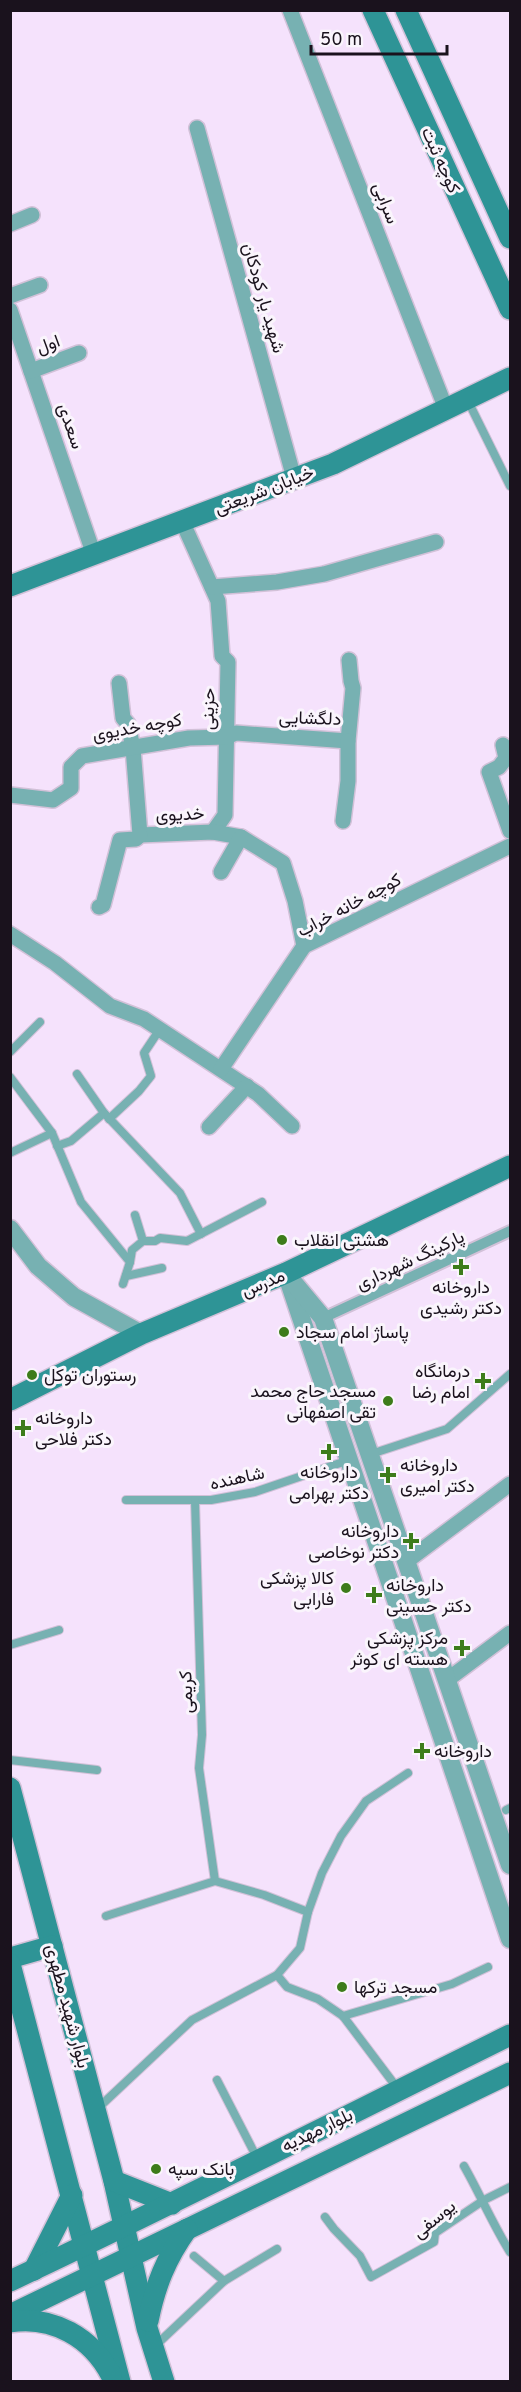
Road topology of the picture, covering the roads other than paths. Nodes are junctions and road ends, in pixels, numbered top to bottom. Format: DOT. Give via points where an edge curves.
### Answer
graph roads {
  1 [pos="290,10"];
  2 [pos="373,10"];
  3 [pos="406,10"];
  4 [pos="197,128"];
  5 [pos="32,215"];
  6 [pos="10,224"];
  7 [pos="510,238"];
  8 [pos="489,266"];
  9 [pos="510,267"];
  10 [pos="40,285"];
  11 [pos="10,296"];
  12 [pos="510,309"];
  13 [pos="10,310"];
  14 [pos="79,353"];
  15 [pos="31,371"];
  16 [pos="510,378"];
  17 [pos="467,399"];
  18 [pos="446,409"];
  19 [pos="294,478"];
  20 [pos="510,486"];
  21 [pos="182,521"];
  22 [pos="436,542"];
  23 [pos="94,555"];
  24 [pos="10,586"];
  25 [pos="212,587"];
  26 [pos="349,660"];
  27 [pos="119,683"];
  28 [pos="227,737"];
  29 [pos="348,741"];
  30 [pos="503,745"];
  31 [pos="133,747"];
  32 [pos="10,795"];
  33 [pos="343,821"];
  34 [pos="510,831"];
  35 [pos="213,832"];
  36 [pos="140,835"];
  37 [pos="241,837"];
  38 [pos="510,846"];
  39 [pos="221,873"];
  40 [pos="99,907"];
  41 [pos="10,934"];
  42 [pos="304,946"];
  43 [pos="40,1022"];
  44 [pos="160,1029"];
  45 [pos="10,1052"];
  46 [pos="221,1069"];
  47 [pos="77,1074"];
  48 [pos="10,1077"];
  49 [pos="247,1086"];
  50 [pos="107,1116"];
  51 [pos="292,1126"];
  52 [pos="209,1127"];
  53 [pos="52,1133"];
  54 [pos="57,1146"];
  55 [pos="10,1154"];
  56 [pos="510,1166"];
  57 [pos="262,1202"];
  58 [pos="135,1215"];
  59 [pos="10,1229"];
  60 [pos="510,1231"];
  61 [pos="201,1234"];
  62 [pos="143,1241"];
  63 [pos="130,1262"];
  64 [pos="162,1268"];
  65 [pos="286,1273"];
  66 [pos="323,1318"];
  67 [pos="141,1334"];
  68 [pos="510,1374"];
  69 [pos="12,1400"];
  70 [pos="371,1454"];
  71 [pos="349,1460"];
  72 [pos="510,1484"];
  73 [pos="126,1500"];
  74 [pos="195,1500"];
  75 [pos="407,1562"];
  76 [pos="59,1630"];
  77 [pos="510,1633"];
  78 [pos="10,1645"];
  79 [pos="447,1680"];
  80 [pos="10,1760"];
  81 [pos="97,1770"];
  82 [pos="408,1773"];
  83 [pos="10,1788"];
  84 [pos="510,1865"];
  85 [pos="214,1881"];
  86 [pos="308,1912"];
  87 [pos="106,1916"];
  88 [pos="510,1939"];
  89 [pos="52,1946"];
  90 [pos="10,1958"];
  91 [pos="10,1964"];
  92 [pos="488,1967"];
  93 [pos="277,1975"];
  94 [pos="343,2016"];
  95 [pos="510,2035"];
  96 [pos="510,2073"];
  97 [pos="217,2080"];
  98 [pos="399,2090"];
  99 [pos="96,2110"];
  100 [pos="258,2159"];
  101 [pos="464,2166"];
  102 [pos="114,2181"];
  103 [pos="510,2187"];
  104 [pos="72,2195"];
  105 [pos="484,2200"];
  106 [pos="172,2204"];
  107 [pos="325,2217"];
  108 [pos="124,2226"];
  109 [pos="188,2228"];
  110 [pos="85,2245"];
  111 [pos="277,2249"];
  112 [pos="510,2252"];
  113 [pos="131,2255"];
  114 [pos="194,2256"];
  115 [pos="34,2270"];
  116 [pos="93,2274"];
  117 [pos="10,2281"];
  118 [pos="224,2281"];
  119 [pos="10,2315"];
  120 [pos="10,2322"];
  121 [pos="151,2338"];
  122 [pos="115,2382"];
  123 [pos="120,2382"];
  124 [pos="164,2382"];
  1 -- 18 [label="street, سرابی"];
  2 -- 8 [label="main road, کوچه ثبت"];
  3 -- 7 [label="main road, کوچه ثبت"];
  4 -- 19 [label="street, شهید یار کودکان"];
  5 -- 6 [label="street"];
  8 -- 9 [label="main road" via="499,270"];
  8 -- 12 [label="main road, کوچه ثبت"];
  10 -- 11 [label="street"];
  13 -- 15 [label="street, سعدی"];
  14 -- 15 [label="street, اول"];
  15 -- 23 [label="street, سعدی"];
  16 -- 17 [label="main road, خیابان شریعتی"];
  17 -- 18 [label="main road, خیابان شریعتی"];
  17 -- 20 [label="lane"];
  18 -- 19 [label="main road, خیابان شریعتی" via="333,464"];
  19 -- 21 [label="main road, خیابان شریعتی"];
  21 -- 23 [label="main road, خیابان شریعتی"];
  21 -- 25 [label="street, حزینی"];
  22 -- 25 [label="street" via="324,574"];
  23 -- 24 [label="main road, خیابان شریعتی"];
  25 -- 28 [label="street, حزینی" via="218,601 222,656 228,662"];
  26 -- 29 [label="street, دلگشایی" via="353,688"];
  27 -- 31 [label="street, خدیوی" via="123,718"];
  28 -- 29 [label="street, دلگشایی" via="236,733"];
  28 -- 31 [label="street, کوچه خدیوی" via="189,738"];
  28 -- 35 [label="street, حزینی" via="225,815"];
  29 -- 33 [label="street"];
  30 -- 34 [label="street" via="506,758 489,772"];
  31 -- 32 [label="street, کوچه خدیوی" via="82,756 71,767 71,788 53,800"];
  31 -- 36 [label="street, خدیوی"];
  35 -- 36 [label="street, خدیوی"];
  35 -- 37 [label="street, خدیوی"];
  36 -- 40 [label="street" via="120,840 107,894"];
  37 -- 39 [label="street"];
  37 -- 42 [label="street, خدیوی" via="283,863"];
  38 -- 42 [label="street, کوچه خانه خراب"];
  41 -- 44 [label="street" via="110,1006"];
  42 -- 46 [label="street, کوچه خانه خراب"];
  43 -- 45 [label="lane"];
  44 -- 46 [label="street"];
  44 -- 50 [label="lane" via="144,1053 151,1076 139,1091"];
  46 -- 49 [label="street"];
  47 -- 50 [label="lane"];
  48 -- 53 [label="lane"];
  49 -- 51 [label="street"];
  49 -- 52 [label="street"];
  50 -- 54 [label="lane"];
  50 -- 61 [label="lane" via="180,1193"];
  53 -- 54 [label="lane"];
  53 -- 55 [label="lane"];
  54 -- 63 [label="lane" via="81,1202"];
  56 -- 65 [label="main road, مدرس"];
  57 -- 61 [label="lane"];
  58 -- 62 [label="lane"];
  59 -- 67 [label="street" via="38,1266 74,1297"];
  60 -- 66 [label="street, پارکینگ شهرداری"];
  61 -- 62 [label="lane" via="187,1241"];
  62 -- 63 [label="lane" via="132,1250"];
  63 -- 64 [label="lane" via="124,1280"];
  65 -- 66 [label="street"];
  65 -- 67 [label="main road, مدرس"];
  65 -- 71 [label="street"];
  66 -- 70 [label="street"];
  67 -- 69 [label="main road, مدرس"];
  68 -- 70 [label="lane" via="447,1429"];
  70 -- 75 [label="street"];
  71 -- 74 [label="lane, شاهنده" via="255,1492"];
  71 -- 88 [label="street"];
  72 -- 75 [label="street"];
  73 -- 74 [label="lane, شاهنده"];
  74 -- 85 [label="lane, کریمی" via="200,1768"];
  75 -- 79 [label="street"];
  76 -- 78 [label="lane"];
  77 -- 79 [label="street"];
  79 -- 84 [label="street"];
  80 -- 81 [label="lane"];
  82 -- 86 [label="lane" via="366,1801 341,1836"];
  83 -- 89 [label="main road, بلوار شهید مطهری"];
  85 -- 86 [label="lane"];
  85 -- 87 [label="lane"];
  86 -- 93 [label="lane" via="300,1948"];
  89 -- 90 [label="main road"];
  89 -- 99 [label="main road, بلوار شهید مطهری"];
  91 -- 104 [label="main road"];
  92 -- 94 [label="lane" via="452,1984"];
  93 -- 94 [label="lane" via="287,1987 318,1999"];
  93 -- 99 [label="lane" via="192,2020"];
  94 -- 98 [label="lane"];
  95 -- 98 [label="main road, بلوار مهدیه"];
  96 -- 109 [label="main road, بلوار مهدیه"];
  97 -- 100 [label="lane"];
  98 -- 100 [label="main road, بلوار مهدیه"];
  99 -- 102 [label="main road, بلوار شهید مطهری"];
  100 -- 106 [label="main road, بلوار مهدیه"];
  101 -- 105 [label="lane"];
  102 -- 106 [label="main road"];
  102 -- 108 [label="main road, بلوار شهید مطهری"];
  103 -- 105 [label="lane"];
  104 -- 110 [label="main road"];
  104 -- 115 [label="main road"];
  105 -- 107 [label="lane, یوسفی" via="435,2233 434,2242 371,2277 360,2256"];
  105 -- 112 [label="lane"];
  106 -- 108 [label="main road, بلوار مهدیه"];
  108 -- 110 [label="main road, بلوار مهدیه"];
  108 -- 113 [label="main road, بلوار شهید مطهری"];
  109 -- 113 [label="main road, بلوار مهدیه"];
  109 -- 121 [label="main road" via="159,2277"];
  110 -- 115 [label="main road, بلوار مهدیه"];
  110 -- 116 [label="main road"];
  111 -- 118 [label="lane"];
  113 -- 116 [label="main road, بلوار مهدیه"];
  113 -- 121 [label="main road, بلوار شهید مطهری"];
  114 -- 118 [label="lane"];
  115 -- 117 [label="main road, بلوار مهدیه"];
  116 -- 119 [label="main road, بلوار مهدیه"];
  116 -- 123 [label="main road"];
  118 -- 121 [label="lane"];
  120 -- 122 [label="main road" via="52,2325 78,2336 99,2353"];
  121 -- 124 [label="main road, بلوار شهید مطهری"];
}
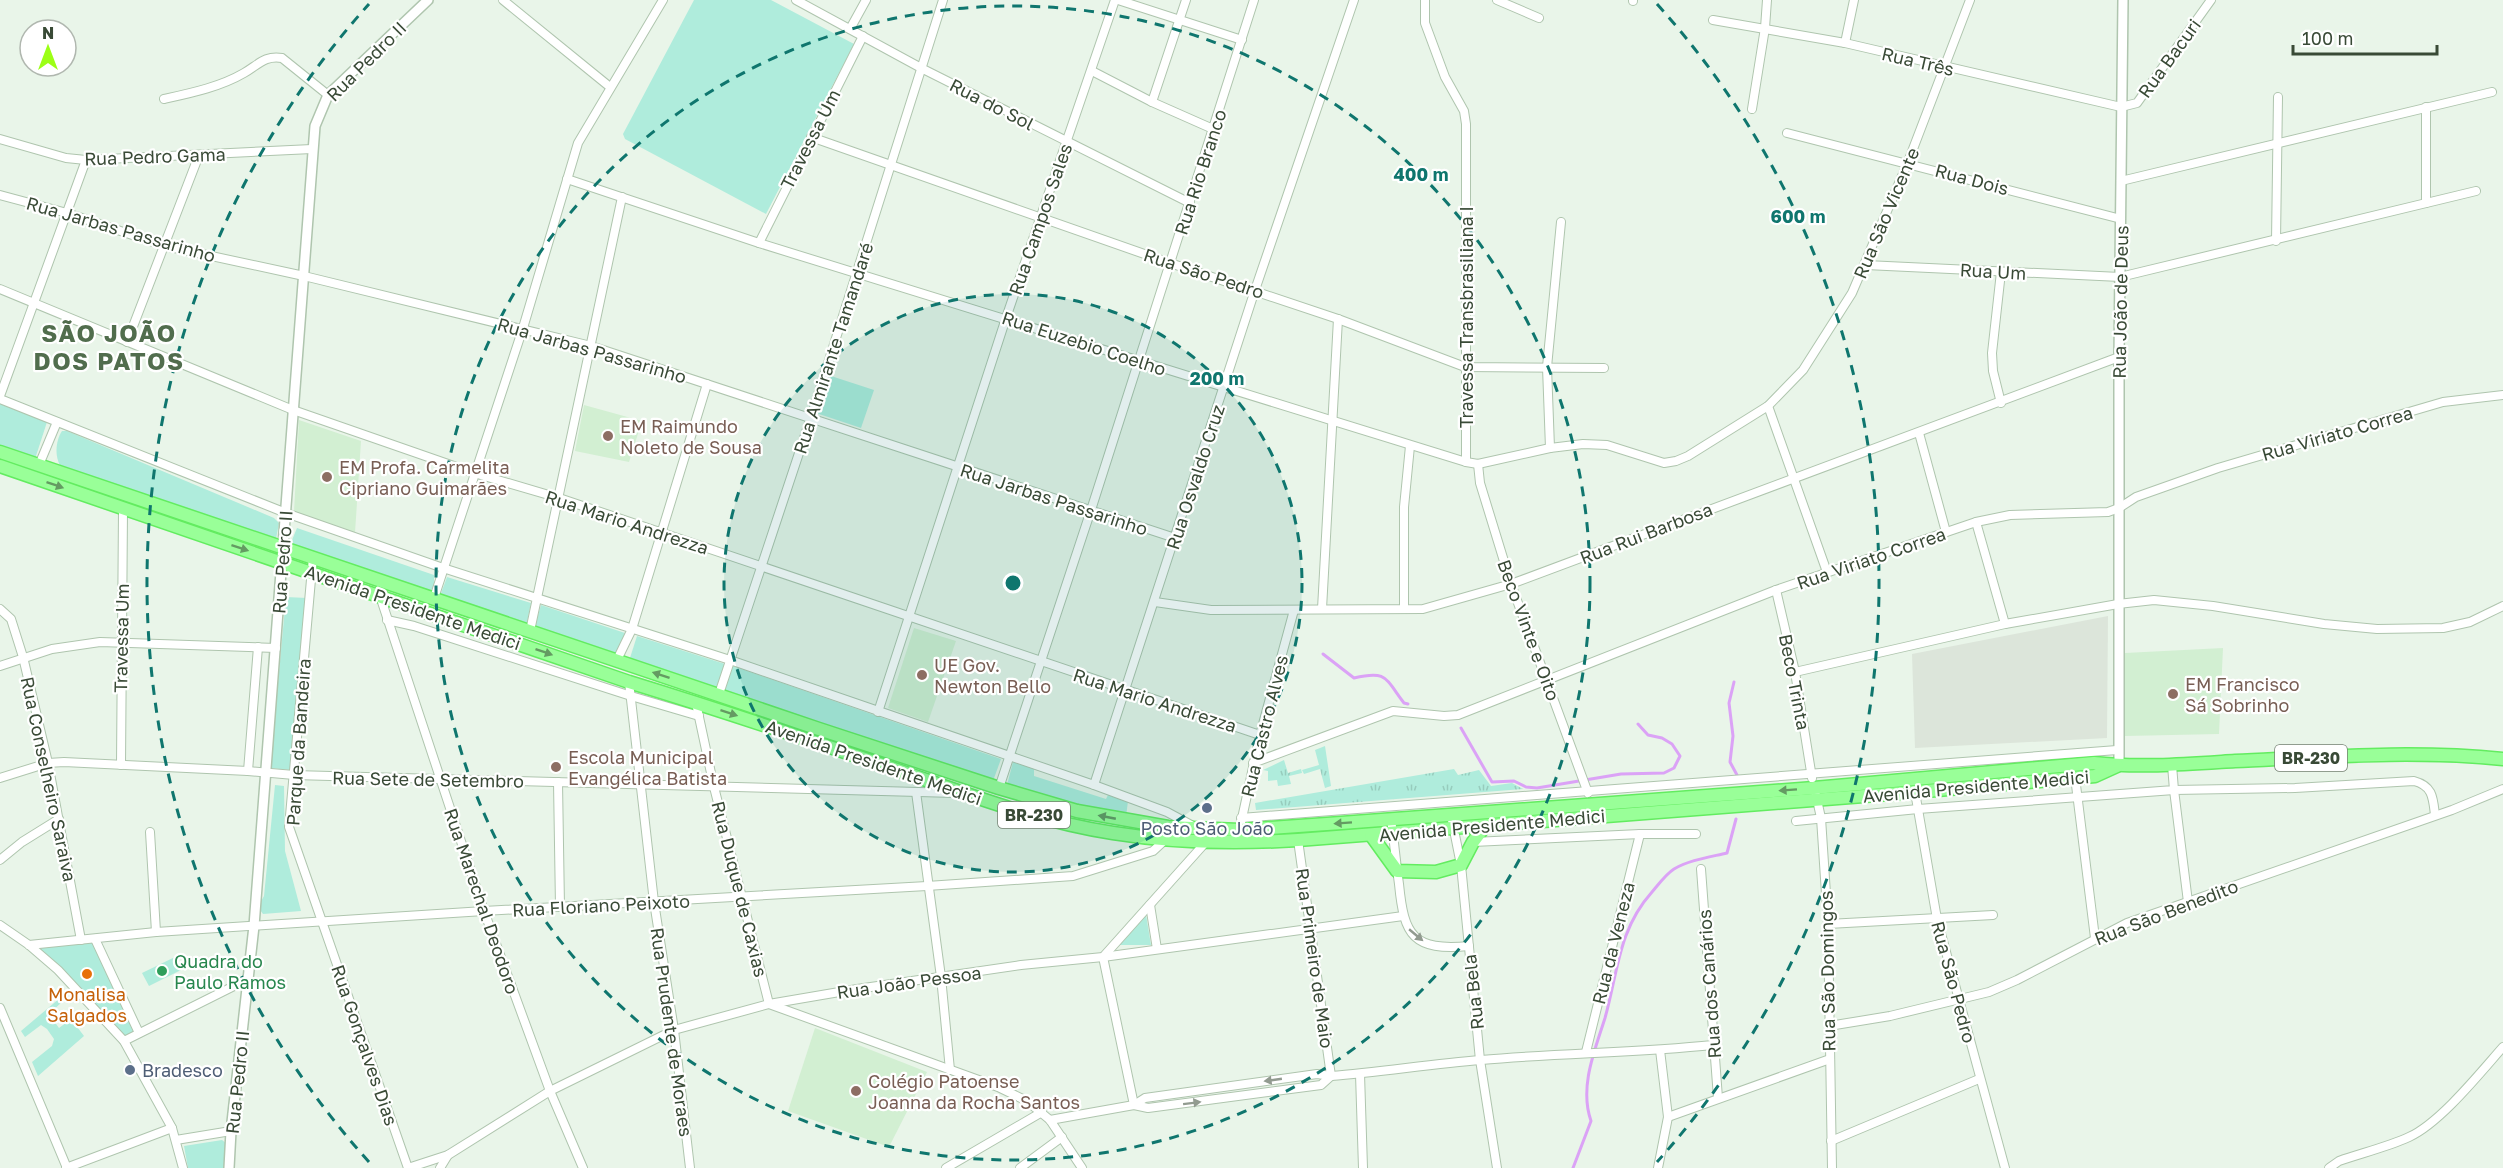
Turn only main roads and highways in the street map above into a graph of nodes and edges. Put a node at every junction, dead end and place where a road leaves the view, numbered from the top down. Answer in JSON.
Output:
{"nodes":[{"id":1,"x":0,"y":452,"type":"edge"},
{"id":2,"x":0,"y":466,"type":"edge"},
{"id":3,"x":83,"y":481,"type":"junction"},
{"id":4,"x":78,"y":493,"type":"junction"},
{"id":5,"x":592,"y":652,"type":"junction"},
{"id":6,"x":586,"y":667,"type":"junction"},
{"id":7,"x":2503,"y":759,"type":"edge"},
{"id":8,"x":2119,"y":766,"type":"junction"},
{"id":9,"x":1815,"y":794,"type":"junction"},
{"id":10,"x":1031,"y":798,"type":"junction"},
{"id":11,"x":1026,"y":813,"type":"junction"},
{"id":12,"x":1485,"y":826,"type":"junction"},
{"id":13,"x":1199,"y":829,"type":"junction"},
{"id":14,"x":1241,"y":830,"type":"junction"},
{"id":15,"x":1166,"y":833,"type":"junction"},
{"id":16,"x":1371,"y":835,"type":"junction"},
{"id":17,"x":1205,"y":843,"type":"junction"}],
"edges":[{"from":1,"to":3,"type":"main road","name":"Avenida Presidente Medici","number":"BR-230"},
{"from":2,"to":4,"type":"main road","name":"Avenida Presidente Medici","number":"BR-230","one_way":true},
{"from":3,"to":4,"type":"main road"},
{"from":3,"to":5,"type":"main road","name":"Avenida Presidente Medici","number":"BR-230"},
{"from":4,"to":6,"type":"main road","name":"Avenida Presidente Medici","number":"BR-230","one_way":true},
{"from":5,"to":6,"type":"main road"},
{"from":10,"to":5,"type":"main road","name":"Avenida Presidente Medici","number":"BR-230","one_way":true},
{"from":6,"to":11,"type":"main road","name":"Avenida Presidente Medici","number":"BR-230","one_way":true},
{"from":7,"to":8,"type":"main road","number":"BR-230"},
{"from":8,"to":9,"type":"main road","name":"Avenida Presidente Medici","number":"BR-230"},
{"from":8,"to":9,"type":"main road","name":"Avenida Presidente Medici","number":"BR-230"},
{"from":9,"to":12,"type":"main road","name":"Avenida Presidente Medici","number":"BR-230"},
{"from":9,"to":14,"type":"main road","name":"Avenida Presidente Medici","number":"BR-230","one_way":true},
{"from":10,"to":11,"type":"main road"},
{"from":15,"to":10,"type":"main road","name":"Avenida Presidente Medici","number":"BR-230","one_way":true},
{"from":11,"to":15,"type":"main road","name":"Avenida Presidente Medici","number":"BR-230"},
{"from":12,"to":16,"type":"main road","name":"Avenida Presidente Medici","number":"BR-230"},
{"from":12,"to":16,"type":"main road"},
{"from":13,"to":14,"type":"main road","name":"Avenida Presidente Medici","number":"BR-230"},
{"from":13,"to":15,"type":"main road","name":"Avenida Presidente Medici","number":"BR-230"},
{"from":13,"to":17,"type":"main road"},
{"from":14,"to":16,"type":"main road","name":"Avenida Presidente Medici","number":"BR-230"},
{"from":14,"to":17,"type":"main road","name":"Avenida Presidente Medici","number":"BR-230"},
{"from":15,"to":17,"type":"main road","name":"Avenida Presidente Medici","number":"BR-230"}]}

### TASK DETAILS:
Note every line in the material with "edges" and copy it.

### RESPONSE BOX:
Turn only main roads and highways in the street map above into a graph of nodes and edges. Put a node at every junction, dead end and place where a road leaves the view, numbered from the top down. Answer in JSON.
"edges":[{"from":1,"to":3,"type":"main road","name":"Avenida Presidente Medici","number":"BR-230"},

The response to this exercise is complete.